When we thought about who to appoint as ambassadors of London Collections Men, the bi-annual British men’s fashion week organized by myself and the British Fashion Council, we actively sought out popular figures who represent a wide variety of disciplines, as well as a wide variety of demographics: Tinie Tempah succeeds in the music business, while Dermot O’Leary and Nick Grimshaw triumph on TV and radio; Lewis Hamilton inspires with his sporting prowess, while David Gandy and Hu Bing are genuine male supermodels.

Frankly we have been lucky that all these men agreed to get involved with LCM, but then they are all a natural fit, because not only are they all famous, but each and every one of them has a keen fashion sense, and an ability to articulate that to a wide audience.

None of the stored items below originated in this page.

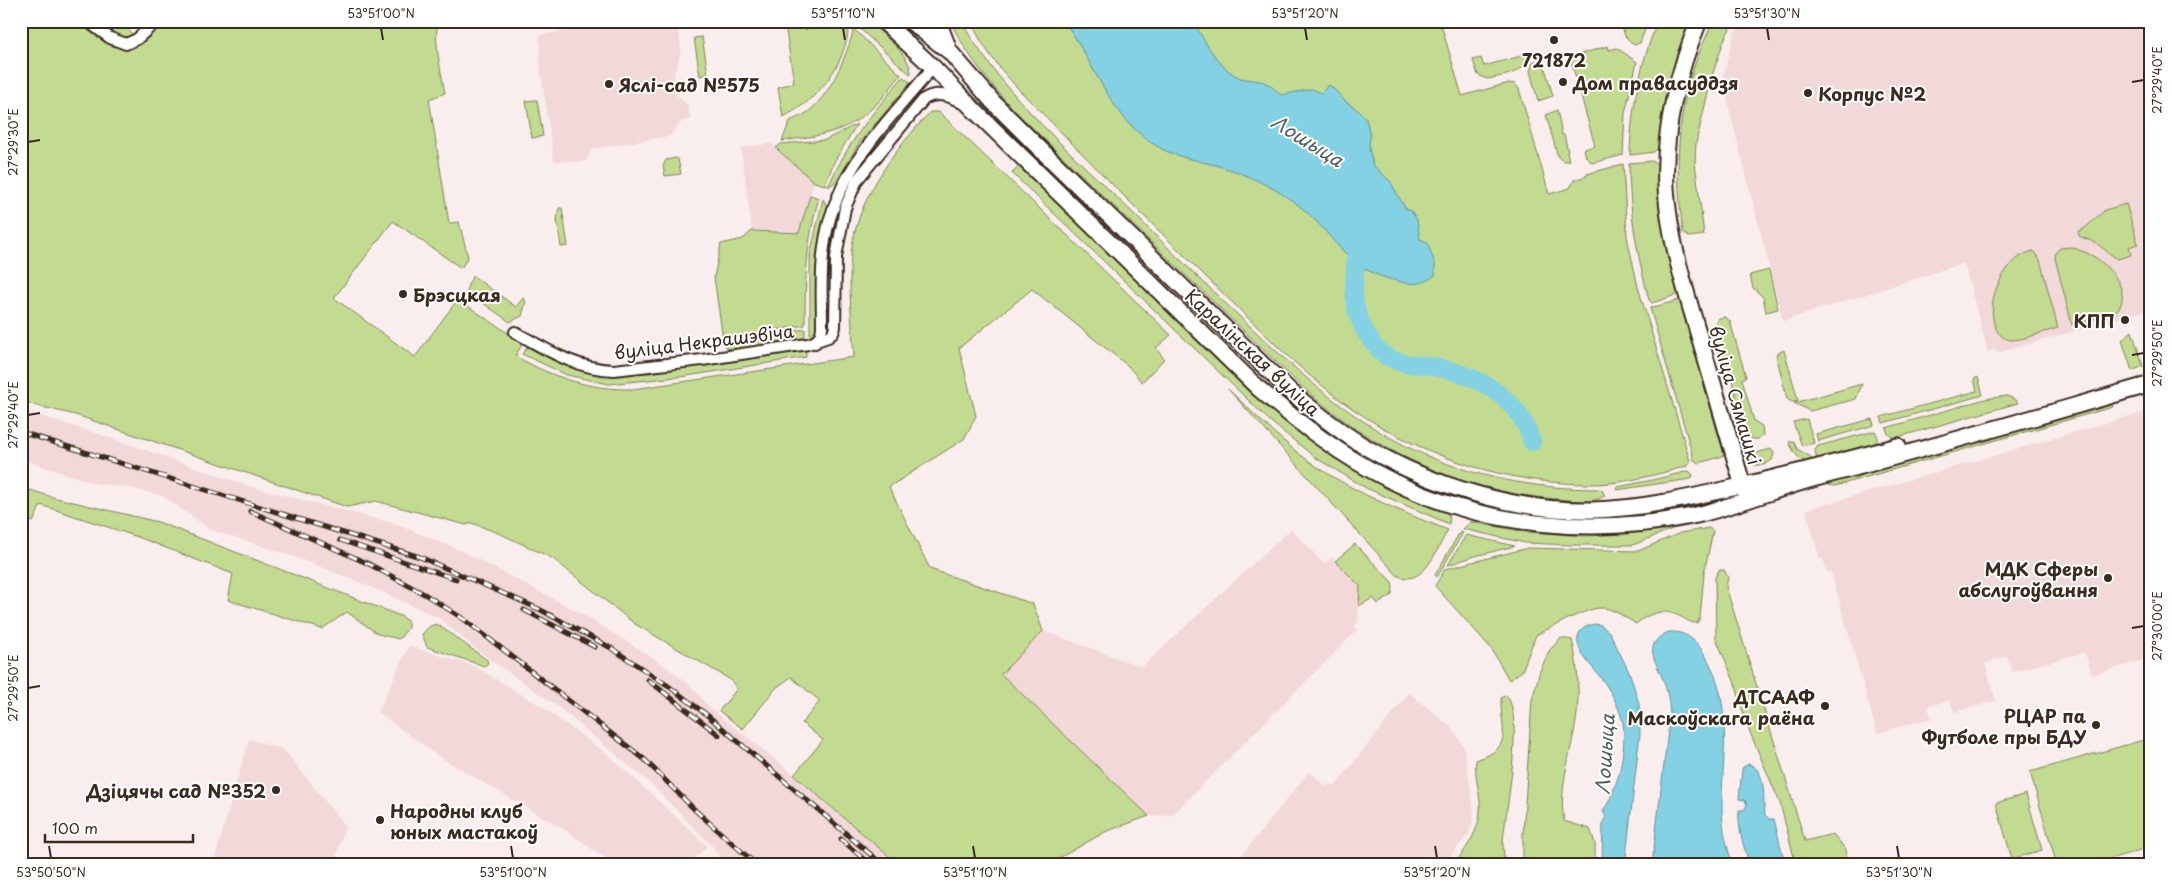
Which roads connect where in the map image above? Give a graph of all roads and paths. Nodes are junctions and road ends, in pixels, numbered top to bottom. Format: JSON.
{"nodes":[{"id":1,"x":87,"y":21,"type":"edge"},
{"id":2,"x":157,"y":21,"type":"edge"},
{"id":3,"x":883,"y":21,"type":"edge"},
{"id":4,"x":938,"y":21,"type":"edge"},
{"id":5,"x":1699,"y":21,"type":"edge"},
{"id":6,"x":914,"y":23,"type":"edge"},
{"id":7,"x":950,"y":52,"type":"junction"},
{"id":8,"x":933,"y":67,"type":"junction"},
{"id":9,"x":975,"y":111,"type":"junction"},
{"id":10,"x":1187,"y":292,"type":"junction"},
{"id":11,"x":1174,"y":305,"type":"junction"},
{"id":12,"x":515,"y":332,"type":"dead end"},
{"id":13,"x":815,"y":343,"type":"junction"},
{"id":14,"x":2151,"y":374,"type":"edge"},
{"id":15,"x":2151,"y":384,"type":"edge"},
{"id":16,"x":1745,"y":492,"type":"junction"}],
"edges":[{"from":1,"to":2,"type":"street"},
{"from":3,"to":8,"type":"main road","name":"Каралінская вуліца"},
{"from":4,"to":7,"type":"main road"},
{"from":5,"to":16,"type":"main road","name":"вуліца Сямашкі"},
{"from":6,"to":7,"type":"main road","name":"Каралінская вуліца"},
{"from":6,"to":8,"type":"main road"},
{"from":7,"to":8,"type":"main road"},
{"from":7,"to":10,"type":"main road","name":"Каралінская вуліца"},
{"from":8,"to":9,"type":"main road","name":"Каралінская вуліца"},
{"from":8,"to":13,"type":"street","name":"вуліца Некрашэвіча"},
{"from":9,"to":11,"type":"main road","name":"Каралінская вуліца"},
{"from":9,"to":13,"type":"street","name":"вуліца Некрашэвіча"},
{"from":10,"to":11,"type":"main road"},
{"from":10,"to":16,"type":"main road","name":"Каралінская вуліца"},
{"from":11,"to":16,"type":"main road","name":"Каралінская вуліца"},
{"from":12,"to":13,"type":"street","name":"вуліца Некрашэвіча"},
{"from":14,"to":16,"type":"main road","name":"вуліца Сямашкі"},
{"from":15,"to":16,"type":"main road"}]}
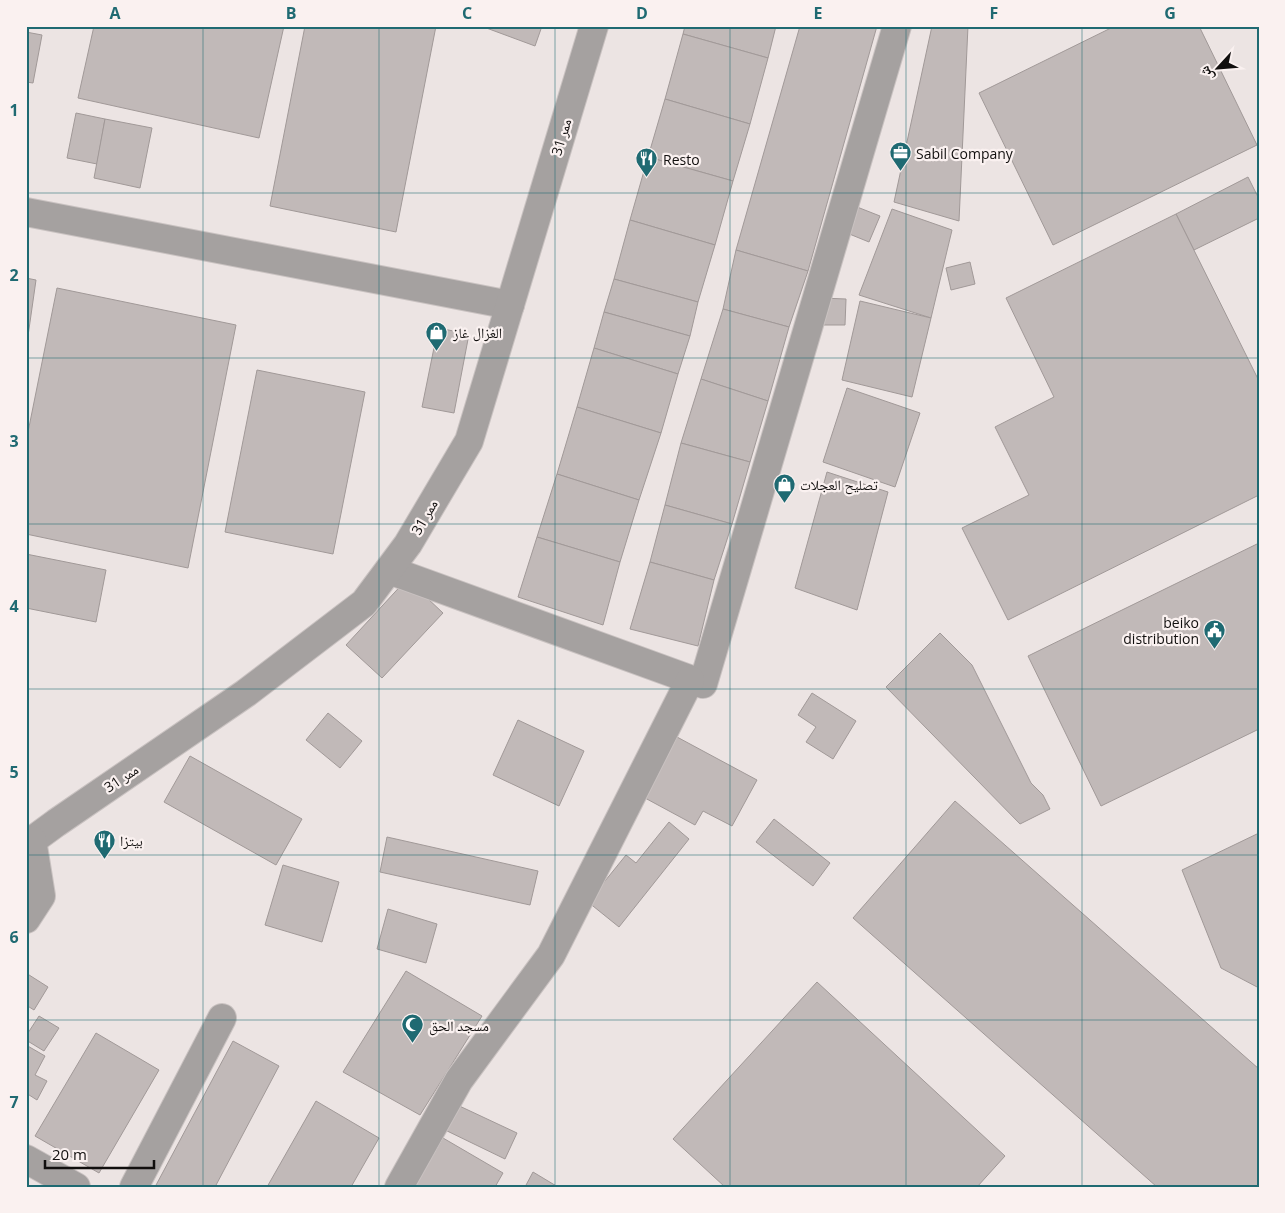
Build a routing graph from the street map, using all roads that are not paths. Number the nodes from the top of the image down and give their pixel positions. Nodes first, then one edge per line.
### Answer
1 (594, 26) edge
2 (897, 26) edge
3 (26, 212) edge
4 (510, 305) junction
5 (389, 570) junction
6 (690, 680) junction
7 (29, 843) edge
8 (26, 919) edge
9 (222, 1018) dead end
10 (26, 1159) edge
11 (76, 1187) edge
12 (134, 1187) edge
13 (399, 1187) edge

1 - 4 street, ممر 31
2 - 6 street
3 - 4 street
4 - 5 street, ممر 31
5 - 6 street
5 - 7 street, ممر 31
6 - 13 street
7 - 8 street
9 - 12 street
10 - 11 street

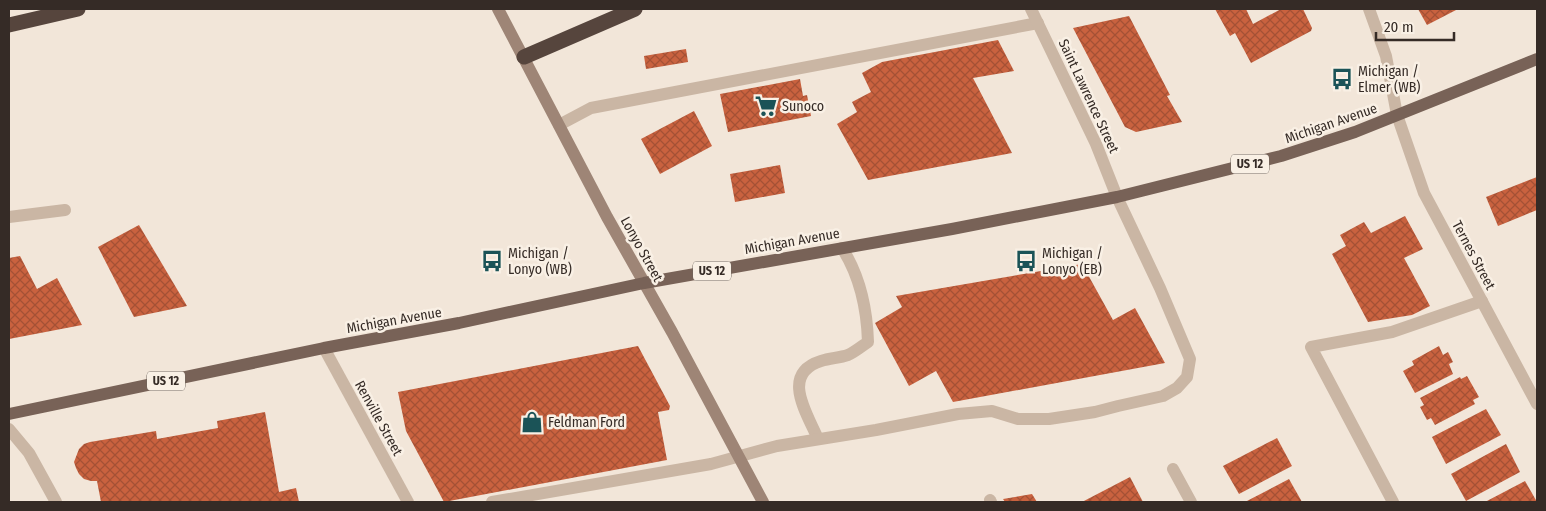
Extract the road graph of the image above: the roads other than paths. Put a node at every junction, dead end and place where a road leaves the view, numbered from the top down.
1 (78, 9) edge
2 (498, 9) edge
3 (634, 9) edge
4 (1031, 9) edge
5 (1369, 9) edge
6 (1038, 23) junction
7 (9, 25) edge
8 (524, 57) junction
9 (1537, 59) edge
10 (1396, 115) junction
11 (559, 125) junction
12 (1117, 197) junction
13 (65, 210) dead end
14 (9, 217) edge
15 (842, 248) junction
16 (644, 283) junction
17 (1482, 301) junction
18 (324, 348) junction
19 (1537, 404) edge
20 (9, 414) edge
21 (9, 429) edge
22 (818, 439) junction
23 (738, 457) junction
24 (1174, 469) dead end
25 (56, 502) edge
26 (408, 502) edge
27 (492, 502) edge
28 (763, 502) edge
29 (1191, 502) edge
30 (1393, 502) edge

1 - 7 highway
2 - 8 street, Lonyo Street
3 - 8 highway
4 - 6 street, Saint Lawrence Street
5 - 10 street, Ternes Street
6 - 11 street
6 - 12 street, Saint Lawrence Street
8 - 11 street, Lonyo Street
9 - 10 main road, Michigan Avenue / US 12
10 - 12 main road, Michigan Avenue / US 12
10 - 17 street, Ternes Street
11 - 16 street, Lonyo Street
12 - 15 main road, Michigan Avenue / US 12
12 - 22 street, Saint Lawrence Street
13 - 14 street
15 - 16 main road, Michigan Avenue / US 12
15 - 22 street
16 - 18 main road, Michigan Avenue / US 12
16 - 23 street, Lonyo Street
17 - 19 street, Ternes Street
17 - 30 street
18 - 20 main road, Michigan Avenue / US 12
18 - 26 street, Renville Street
21 - 25 street
22 - 23 street, Saint Lawrence Street
23 - 27 street, Saint Lawrence Street
23 - 28 street, Lonyo Street
24 - 29 street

In that sense they are all genuine style icons, all men who resonate with the Great British male.

So these days I think it’s fair to say that while there will always be style icons from the past who continue to influence us – and here we could mention everyone from Cary Grant and Paul Weller to George Best and Jarvis Cocker – there’s still a very real place for contemporary figures, new style icons who have real cut-through with the modern man.